In July 2013 new parents Tracy and Josh Ryan received the devastating news that their 7-month-old baby Sophie had an inoperable brain tumor. The doctors prescribed chemotherapy as the only course of treatment, but could not guarantee it would work. Tracy Ryan felt intuitively that western medicine alone would not be enough to save her daughter. After intensive research, the Ryans began Sophie on a regimen of medicinal cannabis oils, hoping for a miracle.

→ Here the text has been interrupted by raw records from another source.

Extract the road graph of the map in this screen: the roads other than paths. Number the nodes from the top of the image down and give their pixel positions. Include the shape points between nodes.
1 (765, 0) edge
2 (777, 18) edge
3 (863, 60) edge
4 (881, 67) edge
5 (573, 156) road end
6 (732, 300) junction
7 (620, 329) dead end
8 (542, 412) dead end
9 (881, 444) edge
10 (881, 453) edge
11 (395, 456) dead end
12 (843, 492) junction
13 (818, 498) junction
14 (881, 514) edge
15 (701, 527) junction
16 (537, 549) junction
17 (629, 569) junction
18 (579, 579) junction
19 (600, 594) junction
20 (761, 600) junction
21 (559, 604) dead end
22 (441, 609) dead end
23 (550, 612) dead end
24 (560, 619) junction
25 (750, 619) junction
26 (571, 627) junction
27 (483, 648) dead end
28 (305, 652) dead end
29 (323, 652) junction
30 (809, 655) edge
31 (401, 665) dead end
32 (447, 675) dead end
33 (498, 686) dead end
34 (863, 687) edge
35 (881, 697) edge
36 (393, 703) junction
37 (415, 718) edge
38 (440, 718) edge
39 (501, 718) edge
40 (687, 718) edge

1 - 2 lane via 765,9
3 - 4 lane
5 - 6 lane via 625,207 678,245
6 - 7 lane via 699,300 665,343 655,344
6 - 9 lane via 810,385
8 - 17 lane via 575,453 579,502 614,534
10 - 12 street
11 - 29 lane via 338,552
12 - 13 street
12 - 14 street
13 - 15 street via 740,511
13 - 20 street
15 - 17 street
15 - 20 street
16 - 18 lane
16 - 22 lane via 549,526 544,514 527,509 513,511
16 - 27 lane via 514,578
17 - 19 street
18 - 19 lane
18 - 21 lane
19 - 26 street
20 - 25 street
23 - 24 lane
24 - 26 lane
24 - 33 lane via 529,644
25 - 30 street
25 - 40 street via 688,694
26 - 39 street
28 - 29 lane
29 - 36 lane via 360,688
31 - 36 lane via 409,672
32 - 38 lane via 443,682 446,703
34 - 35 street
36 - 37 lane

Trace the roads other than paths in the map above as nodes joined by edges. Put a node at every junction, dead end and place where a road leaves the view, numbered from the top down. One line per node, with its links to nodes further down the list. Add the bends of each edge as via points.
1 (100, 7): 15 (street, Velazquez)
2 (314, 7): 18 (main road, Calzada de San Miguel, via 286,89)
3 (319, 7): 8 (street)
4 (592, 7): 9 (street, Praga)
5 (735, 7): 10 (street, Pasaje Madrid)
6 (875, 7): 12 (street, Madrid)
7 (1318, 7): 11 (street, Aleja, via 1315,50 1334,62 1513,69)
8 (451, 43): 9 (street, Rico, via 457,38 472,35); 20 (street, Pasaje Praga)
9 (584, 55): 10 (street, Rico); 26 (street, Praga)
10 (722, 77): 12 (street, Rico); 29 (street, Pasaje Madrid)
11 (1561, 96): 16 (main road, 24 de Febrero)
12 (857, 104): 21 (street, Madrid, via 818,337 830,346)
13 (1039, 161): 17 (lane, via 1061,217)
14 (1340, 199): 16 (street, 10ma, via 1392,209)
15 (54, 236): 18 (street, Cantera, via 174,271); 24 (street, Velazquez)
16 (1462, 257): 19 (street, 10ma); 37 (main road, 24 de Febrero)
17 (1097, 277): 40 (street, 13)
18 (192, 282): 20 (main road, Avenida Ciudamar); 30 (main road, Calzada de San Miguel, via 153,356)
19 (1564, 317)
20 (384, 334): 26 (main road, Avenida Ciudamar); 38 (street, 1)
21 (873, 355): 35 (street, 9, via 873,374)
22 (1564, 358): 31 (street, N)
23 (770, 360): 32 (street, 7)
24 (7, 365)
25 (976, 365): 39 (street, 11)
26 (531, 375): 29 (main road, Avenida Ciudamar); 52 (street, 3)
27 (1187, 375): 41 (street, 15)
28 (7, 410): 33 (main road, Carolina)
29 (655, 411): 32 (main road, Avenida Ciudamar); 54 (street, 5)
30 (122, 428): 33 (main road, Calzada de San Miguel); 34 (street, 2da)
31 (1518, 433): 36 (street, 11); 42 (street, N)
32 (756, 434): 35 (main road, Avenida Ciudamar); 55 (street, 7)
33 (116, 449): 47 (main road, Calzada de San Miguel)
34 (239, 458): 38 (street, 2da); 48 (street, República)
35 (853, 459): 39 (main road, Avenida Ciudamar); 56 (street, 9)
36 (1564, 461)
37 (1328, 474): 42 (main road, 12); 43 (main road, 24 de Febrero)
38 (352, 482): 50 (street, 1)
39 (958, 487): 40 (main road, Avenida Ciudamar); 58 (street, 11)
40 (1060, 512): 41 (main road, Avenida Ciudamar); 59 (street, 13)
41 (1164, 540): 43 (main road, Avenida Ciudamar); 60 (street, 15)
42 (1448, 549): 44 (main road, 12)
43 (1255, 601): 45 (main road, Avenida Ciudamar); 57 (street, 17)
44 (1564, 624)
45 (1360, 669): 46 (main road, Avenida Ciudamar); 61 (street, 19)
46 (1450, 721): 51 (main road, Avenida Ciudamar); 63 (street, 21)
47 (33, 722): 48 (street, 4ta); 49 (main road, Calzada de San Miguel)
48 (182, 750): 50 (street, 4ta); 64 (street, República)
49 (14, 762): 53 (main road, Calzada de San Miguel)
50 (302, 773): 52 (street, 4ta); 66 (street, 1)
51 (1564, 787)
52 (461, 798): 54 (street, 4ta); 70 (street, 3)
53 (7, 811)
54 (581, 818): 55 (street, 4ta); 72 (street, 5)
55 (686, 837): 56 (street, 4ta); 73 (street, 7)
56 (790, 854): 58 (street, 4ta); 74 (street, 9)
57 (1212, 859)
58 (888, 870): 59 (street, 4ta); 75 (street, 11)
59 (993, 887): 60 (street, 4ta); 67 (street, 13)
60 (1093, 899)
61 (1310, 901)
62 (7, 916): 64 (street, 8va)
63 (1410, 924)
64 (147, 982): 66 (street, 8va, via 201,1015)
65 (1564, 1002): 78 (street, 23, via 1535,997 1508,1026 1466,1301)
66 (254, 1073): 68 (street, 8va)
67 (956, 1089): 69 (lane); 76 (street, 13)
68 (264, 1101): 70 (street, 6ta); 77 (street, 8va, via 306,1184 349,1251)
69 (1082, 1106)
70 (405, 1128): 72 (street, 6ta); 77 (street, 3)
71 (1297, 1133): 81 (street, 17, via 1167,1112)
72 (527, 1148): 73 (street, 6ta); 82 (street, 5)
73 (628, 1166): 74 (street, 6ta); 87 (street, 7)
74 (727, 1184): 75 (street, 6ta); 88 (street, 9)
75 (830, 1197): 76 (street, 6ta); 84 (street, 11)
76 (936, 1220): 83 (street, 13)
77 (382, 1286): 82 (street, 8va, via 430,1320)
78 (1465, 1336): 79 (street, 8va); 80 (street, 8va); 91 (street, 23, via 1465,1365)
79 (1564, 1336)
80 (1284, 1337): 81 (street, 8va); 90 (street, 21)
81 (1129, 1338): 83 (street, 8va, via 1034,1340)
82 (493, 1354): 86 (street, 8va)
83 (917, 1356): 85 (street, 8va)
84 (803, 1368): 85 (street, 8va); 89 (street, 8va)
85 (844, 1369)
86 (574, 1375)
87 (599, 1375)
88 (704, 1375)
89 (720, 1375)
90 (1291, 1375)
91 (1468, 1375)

The most fascinating area of cannabis research revolves around an element of the marijuana plant called Cannabidiol, (CBD) a powerful antioxidant that does not produce the psychotropic effects of THC. CBD shows a unique ability to kill cancer cells in early laboratory tests. In 2003, the United States government filed a patent on CBD as an antioxidant and neuroprotectant useful in the treatment of disease. Yet this same government continues to classify marijuana as a Schedule 1 drug with "no currently accepted medical use," preventing doctors from studying it. The government's hypocritical position on CBD leaves patients like Sophie in unchartered waters, as they experimentally use an unregulated medicine that may be saving their lives.
In "Weed the People," filmmakers Abby Epstein and Ricki Lake take an unflinching look at the underground world of herbal medicine, where patients become experts on their own conditions and spend thousands of dollars on federally illegal medicines that are concocted in suburban kitchens. Nowhere is this phenomenon more compelling than in the treatment of children, who are ignorant of the stigma of medicinal marijuana and whose parents will stop at nothing to help them. "Weed the People" looks beyond pot-activist propaganda and politics to reveal the legitimate science behind cannabis medicine and the compelling stories of ordinary people whose lives are inescapably caught up in the controversy.